- Activity -
Show every line from the data below that includes "Calea".
____
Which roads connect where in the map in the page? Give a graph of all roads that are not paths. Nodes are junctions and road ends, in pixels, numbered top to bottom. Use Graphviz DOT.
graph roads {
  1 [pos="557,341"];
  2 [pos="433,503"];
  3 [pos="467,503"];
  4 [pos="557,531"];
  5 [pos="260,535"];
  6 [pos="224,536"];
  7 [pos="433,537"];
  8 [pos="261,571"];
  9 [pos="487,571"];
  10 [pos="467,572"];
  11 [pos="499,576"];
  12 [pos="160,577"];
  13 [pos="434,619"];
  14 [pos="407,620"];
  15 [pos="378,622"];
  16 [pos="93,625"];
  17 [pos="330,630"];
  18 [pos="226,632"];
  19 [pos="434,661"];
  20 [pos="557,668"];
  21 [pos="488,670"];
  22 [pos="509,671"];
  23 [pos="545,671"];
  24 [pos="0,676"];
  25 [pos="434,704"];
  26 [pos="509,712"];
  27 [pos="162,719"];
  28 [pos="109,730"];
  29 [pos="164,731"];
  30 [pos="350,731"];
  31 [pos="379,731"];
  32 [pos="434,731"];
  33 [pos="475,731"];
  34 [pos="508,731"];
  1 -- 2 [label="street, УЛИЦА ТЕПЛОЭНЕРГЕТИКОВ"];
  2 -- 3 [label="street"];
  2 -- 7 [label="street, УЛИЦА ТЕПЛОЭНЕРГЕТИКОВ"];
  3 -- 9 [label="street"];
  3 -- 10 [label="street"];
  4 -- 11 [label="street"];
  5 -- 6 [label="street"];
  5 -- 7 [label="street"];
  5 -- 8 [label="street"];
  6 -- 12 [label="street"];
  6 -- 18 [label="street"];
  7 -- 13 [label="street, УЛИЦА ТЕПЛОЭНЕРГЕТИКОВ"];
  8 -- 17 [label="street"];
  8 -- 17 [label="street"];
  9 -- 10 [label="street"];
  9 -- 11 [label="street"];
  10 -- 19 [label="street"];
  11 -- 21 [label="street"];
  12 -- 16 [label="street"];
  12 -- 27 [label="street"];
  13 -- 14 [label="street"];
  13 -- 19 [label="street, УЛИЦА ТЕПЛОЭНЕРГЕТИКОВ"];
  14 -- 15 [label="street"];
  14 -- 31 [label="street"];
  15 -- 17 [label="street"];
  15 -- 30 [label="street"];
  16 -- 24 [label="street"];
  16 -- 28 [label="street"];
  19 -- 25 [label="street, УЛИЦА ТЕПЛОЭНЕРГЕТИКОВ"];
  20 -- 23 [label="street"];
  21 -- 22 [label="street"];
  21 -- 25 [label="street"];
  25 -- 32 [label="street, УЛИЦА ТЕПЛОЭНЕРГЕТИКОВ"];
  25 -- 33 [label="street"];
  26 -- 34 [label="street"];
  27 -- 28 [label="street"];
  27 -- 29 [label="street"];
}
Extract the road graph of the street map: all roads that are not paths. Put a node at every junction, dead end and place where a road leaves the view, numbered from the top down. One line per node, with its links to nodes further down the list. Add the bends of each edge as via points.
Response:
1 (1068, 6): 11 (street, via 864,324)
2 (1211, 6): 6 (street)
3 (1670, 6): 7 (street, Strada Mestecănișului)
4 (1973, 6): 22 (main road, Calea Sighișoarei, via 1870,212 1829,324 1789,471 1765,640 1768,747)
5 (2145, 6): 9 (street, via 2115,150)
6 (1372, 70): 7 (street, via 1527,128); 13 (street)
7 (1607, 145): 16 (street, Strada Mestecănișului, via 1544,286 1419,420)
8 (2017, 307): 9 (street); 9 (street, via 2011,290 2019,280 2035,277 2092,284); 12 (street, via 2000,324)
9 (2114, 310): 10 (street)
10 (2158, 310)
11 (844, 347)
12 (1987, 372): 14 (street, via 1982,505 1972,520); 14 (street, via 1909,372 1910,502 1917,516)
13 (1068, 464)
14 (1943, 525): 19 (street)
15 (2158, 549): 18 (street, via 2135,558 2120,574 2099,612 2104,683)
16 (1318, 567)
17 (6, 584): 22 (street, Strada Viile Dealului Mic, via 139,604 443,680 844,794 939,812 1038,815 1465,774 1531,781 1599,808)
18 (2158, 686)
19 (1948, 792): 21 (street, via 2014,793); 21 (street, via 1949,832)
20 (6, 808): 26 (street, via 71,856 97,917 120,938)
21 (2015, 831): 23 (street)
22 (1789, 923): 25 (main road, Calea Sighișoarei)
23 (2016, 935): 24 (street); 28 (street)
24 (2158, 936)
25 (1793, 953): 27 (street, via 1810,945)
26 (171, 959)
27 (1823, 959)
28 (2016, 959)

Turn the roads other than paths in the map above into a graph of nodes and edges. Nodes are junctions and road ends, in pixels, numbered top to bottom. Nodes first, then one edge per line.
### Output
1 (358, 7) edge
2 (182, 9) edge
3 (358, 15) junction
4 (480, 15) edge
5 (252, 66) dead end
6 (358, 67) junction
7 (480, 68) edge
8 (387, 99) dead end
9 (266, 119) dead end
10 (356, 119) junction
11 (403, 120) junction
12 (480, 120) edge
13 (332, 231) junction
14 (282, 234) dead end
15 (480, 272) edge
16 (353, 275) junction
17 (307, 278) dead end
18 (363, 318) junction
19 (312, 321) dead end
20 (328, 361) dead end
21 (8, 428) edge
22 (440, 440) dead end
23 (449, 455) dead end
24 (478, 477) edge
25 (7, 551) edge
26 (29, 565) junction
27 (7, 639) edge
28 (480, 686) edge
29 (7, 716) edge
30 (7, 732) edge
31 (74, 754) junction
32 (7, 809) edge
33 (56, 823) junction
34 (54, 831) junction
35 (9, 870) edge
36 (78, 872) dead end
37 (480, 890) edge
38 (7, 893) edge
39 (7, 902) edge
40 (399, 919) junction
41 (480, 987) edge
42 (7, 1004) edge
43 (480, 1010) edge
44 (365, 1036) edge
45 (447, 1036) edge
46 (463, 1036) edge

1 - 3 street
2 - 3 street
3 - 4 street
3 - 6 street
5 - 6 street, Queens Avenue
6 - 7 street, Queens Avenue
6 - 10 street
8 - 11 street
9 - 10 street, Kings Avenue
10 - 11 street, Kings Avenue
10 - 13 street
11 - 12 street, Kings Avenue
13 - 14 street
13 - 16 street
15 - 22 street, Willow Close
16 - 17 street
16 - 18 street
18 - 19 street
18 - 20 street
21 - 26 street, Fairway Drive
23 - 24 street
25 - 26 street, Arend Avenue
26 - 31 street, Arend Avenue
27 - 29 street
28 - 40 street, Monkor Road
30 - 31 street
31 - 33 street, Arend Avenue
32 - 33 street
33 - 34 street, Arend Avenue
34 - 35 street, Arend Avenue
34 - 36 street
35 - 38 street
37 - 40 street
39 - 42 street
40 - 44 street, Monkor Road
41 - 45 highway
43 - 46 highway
____
- Result for this exercise -
4 (1973, 6): 22 (main road, Calea Sighișoarei, via 1870,212 1829,324 1789,471 1765,640 1768,747)
22 (1789, 923): 25 (main road, Calea Sighișoarei)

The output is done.